= Margie Greenough Henson =

American bull rider

Margie Greenough Henson (November 17, 1908 - August 16, 2004) was a 1978 National Cowgirl Museum and Hall of Fame inductee.

==Life==
Margie Greenough Henson was born Margie Greenough on a farm near Billings, Montana, on November 17, 1908. She grew up on a working ranch with her seven siblings and all were expected to do daily chores including riding and roping. She married Charlie "Heavy" Henson in 1928. They had one son, Chuck Henson.

==Career==
In 1929, Henson joined Jack King's Wild West Rodeo. Her experience growing up on a ranch served her well. She started bronc riding and became a champion. Henson entered bronc riding events in major rodeos across the country, often the only women entrant.

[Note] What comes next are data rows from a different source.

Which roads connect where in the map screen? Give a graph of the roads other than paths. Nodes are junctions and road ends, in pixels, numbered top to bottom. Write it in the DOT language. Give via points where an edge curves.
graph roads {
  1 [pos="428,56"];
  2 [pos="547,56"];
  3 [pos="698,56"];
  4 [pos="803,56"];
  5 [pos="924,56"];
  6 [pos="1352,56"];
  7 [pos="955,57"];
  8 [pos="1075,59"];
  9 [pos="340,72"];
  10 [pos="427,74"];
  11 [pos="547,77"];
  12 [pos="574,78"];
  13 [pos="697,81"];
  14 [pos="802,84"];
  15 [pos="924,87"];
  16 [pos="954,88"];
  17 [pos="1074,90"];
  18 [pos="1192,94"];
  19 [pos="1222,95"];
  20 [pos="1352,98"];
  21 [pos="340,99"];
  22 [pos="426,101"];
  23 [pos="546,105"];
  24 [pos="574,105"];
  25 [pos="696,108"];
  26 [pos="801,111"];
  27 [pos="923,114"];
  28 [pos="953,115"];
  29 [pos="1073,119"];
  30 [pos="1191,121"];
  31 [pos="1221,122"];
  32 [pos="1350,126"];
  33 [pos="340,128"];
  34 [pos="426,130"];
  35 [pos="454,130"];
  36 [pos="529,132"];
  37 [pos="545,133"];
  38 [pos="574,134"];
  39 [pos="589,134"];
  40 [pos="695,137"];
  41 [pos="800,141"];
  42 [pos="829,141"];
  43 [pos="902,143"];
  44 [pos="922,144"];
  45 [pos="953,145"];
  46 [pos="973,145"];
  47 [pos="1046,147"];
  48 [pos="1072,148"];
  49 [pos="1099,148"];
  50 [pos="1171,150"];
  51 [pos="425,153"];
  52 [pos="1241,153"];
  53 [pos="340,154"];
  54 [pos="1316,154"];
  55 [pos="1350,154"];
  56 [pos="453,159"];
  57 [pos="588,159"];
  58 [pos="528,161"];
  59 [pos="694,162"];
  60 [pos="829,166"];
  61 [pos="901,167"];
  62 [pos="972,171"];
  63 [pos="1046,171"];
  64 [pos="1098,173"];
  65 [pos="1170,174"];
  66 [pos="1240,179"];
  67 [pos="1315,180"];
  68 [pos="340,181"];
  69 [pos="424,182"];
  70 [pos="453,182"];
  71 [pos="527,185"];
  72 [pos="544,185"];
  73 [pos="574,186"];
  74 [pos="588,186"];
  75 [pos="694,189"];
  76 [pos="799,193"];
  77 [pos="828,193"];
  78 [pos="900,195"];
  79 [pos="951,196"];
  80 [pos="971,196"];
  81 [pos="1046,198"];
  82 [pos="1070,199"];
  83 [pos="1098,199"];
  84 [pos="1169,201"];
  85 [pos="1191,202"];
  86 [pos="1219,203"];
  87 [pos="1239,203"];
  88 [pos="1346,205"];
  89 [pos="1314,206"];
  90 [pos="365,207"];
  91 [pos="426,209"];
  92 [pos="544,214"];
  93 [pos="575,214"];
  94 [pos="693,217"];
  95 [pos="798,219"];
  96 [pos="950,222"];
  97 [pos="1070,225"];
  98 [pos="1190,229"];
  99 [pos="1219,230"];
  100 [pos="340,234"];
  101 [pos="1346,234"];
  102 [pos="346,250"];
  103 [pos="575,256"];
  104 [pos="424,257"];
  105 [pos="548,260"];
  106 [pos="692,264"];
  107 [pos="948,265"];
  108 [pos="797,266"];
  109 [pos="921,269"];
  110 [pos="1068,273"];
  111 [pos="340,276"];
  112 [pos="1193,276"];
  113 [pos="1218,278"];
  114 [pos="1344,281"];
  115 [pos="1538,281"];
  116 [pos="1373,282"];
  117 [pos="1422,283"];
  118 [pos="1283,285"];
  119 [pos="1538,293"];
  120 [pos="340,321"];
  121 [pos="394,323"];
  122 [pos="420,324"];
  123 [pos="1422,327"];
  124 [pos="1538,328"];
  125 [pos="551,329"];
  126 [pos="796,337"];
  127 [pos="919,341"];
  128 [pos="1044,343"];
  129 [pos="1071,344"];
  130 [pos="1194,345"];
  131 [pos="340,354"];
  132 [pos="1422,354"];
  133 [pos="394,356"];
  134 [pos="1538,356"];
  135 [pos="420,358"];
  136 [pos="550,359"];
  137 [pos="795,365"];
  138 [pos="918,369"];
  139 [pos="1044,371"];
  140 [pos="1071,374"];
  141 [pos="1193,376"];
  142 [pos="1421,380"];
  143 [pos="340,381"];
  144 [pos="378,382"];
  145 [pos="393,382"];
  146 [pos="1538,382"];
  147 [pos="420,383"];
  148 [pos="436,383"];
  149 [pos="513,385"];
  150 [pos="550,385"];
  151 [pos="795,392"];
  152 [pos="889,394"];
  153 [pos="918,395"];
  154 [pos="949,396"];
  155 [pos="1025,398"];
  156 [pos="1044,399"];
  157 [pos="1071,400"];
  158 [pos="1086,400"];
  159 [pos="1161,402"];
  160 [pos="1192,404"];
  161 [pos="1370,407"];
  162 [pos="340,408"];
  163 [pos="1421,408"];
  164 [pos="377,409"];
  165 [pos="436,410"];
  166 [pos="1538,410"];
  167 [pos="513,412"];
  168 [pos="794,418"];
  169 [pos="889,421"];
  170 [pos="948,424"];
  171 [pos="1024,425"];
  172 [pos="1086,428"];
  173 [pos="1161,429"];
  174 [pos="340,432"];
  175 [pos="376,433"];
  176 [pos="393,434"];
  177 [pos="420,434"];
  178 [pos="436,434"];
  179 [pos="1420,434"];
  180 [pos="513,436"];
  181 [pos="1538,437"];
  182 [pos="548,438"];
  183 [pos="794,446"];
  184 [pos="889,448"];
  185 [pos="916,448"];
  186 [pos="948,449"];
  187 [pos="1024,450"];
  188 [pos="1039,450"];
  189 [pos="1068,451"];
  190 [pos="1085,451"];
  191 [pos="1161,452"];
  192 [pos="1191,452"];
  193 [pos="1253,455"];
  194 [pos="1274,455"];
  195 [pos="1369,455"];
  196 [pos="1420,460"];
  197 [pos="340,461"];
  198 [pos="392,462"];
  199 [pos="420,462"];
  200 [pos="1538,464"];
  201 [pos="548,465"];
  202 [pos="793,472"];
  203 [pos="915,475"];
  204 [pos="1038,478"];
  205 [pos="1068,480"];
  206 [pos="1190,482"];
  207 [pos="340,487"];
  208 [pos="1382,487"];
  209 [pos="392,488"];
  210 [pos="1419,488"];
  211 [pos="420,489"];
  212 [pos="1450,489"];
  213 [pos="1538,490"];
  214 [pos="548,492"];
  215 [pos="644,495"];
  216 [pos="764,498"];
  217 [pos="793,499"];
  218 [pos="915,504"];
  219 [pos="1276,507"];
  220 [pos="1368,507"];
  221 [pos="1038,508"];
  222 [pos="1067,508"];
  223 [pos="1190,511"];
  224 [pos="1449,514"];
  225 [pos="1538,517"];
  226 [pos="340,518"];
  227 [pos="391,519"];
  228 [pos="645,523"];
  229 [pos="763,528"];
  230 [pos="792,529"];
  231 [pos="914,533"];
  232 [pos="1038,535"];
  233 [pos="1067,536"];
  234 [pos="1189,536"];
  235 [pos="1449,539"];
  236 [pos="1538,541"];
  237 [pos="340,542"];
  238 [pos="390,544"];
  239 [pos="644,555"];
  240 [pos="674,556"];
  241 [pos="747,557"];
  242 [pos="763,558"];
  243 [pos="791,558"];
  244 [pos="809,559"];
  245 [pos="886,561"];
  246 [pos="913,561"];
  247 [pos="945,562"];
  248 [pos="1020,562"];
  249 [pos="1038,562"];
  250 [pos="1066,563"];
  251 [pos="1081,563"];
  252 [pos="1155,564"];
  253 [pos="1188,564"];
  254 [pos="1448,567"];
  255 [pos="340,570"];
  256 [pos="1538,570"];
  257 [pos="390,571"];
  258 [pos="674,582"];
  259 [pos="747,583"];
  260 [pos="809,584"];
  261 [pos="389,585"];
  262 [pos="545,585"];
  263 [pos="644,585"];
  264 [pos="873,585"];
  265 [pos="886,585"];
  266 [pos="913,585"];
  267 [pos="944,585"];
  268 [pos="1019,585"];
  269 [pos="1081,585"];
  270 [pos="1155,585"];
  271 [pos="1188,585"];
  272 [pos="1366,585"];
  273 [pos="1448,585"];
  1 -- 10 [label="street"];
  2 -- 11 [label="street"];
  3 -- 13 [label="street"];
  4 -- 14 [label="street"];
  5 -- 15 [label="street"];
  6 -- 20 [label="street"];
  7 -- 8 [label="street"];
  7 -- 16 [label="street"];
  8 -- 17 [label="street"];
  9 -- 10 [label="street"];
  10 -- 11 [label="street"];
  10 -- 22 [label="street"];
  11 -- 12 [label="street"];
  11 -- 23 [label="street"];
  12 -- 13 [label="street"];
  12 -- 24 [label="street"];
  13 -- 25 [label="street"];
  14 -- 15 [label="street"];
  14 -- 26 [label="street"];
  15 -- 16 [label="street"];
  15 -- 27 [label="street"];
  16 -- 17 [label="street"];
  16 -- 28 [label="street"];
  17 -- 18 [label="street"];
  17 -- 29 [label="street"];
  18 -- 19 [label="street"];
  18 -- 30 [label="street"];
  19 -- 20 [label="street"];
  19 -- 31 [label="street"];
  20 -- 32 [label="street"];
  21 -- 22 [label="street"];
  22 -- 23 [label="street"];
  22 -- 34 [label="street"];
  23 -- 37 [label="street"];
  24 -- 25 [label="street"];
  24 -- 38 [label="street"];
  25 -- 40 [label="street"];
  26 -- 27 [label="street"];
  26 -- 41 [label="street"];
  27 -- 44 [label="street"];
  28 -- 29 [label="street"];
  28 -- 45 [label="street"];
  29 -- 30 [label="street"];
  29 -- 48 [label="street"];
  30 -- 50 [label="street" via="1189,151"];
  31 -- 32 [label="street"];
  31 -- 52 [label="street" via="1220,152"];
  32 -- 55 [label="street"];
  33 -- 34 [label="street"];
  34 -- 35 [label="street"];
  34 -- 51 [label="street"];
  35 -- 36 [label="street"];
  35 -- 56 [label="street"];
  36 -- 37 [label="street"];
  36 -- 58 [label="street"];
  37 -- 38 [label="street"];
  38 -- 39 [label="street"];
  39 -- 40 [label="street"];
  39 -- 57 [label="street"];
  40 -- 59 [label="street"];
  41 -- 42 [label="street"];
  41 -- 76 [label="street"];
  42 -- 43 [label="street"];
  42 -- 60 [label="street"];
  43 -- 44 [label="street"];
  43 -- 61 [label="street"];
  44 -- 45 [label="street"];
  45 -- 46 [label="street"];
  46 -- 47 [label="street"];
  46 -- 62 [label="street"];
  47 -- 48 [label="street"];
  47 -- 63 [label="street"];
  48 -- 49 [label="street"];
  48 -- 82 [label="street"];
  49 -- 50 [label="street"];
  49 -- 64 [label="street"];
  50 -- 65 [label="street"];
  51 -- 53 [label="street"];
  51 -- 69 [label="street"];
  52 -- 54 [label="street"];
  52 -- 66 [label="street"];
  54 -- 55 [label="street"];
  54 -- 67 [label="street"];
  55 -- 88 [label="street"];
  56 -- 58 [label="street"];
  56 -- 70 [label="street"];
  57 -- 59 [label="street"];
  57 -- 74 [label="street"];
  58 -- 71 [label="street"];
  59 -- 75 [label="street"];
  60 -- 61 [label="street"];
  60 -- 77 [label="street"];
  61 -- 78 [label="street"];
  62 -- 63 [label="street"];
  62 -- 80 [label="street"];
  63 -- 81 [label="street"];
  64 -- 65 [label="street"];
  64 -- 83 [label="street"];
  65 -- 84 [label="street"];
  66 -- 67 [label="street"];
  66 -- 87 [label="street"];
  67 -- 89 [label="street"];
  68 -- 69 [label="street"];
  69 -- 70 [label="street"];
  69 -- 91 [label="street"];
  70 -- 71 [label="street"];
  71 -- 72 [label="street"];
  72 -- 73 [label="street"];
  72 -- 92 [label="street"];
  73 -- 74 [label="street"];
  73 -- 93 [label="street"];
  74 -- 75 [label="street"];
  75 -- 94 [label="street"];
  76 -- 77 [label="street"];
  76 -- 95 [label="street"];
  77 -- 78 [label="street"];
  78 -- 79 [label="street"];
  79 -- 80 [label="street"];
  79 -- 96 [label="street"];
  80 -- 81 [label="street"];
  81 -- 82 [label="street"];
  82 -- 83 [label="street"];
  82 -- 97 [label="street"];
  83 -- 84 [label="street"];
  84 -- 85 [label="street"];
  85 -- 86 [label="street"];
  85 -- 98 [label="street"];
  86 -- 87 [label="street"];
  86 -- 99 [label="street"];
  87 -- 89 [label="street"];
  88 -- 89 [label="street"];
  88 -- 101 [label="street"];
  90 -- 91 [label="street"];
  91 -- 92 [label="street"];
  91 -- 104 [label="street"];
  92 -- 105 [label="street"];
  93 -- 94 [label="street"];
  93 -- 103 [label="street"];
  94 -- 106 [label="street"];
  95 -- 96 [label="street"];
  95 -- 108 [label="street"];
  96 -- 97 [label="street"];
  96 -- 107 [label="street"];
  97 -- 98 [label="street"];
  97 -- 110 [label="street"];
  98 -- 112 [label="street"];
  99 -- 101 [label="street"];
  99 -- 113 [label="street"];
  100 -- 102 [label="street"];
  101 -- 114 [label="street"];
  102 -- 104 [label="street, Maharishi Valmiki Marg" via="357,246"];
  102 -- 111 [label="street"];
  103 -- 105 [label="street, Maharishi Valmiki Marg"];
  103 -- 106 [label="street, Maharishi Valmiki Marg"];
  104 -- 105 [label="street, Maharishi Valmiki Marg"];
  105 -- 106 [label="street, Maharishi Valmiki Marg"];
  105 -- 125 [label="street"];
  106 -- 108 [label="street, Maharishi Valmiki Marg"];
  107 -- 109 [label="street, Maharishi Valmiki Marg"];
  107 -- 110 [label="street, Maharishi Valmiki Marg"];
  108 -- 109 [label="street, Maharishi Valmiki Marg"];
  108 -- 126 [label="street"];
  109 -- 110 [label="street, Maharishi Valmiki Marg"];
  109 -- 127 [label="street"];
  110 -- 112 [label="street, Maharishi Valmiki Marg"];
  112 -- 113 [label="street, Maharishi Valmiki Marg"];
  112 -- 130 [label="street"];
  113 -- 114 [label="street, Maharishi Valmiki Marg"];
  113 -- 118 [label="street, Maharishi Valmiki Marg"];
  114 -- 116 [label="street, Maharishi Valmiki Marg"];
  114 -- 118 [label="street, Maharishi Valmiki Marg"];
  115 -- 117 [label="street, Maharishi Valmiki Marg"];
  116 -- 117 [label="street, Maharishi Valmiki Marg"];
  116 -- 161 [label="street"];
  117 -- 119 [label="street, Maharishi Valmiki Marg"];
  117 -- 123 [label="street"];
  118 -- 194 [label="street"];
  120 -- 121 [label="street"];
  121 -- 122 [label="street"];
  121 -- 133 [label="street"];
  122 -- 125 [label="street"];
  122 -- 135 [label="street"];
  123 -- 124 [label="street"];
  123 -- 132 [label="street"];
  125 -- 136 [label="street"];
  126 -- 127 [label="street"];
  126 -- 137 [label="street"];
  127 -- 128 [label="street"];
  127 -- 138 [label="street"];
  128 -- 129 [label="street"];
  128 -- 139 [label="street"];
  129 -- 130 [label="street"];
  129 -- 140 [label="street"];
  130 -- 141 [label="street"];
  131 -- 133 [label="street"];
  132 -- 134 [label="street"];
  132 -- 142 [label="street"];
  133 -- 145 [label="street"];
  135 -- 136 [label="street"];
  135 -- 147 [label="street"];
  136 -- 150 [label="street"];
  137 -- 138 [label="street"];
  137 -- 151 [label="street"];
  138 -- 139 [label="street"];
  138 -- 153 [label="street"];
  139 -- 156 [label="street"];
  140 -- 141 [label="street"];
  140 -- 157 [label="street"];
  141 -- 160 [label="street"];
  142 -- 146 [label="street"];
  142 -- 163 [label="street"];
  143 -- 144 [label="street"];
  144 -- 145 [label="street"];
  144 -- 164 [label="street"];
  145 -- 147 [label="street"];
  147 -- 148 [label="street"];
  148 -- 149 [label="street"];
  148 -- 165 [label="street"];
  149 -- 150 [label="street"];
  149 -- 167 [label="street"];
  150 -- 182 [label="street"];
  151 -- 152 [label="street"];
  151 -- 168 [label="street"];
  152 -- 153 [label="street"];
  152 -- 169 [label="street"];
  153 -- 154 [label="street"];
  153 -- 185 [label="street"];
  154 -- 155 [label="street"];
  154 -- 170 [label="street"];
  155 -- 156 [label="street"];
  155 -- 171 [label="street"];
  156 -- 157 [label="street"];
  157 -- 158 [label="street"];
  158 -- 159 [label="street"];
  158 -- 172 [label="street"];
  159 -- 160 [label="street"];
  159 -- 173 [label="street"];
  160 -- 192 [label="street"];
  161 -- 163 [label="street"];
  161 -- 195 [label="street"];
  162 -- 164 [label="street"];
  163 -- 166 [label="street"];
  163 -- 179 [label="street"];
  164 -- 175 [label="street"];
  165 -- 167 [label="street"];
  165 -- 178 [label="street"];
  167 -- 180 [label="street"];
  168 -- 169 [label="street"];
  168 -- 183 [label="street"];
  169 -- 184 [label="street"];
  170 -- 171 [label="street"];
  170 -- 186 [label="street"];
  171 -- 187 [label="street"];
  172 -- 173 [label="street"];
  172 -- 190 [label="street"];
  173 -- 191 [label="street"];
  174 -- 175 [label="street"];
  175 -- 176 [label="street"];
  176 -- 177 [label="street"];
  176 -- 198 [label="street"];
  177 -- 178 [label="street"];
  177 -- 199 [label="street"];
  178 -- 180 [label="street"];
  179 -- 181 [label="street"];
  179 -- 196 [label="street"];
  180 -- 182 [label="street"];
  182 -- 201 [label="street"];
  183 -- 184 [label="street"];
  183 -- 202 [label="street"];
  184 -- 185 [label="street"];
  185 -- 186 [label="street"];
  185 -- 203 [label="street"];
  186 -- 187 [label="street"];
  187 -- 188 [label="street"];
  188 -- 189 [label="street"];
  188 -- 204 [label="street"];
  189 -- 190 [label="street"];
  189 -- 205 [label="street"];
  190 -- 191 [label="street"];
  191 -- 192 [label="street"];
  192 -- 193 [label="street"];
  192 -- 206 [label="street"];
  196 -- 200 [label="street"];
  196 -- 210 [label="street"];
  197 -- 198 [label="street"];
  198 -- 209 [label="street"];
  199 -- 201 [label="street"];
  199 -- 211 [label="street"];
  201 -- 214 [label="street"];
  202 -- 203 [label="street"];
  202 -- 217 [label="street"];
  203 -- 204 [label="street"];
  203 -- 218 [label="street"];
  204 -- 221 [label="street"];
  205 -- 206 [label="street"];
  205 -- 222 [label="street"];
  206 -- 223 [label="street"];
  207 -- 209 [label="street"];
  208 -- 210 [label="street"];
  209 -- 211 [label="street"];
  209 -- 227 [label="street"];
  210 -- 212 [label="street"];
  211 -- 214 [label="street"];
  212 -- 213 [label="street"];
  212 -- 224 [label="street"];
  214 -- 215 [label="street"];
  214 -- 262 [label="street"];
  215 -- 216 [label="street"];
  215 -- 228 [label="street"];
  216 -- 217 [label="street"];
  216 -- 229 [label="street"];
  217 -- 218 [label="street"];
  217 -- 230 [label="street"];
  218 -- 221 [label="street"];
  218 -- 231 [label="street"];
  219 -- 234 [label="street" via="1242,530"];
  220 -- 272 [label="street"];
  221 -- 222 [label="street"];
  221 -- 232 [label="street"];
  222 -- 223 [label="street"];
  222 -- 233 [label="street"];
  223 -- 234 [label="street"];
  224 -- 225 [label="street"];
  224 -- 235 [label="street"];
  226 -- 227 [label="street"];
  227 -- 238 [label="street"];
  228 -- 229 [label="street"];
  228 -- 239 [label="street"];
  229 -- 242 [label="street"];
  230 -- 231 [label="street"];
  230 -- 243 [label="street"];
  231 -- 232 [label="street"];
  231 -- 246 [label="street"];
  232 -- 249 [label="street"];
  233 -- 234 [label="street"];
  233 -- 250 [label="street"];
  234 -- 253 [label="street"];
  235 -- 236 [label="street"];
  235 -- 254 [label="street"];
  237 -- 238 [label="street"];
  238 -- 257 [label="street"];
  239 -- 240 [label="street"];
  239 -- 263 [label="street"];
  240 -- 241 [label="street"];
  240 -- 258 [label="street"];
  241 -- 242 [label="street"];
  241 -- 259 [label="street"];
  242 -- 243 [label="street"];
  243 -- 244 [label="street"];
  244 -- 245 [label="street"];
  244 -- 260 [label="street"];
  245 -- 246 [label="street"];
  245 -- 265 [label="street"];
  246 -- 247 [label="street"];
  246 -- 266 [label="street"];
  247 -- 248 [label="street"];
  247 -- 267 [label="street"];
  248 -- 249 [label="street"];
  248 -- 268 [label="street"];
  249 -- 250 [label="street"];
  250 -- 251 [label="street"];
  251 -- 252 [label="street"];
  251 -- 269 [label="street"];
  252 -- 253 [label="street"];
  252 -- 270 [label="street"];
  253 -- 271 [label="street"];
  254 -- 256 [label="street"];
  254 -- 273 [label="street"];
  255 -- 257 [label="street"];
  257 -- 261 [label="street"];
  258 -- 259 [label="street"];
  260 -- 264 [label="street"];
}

After a year with Jack King's, the Hensons joined the Miller Brothers 101 Ranch Show. Henson continued to ride broncs. But she also added to her routine horse racing and steer riding. Later, she even added bull riding. Montana claims some of the best women bronc riders. Four are the most famous: Fannie Sperry Steele, Marie Gibson, and the two Greenough sisters, Alice Greenough and Margie Henson Greenough. Each was a world-class champion. Marge and her sister Alice rode bareback broncs and steers. Both later rode bucking broncos and bulls and won many championships around the country. The sisters were gentile and refined away from the rodeo. They dressed as ladies. But, they also suffered the same as the men when riding and rode the same horses.

Henson and two of her siblings (as the "Riding Greenoughs") were inducted into the Rodeo Hall of Fame of the National Cowboy & Western Heritage Museum in 1983. Margie and her sister Alice retired from rodeo to Tucson, Arizona. They worked in Western films briefly. She died on August 16, 2004, in Arizona.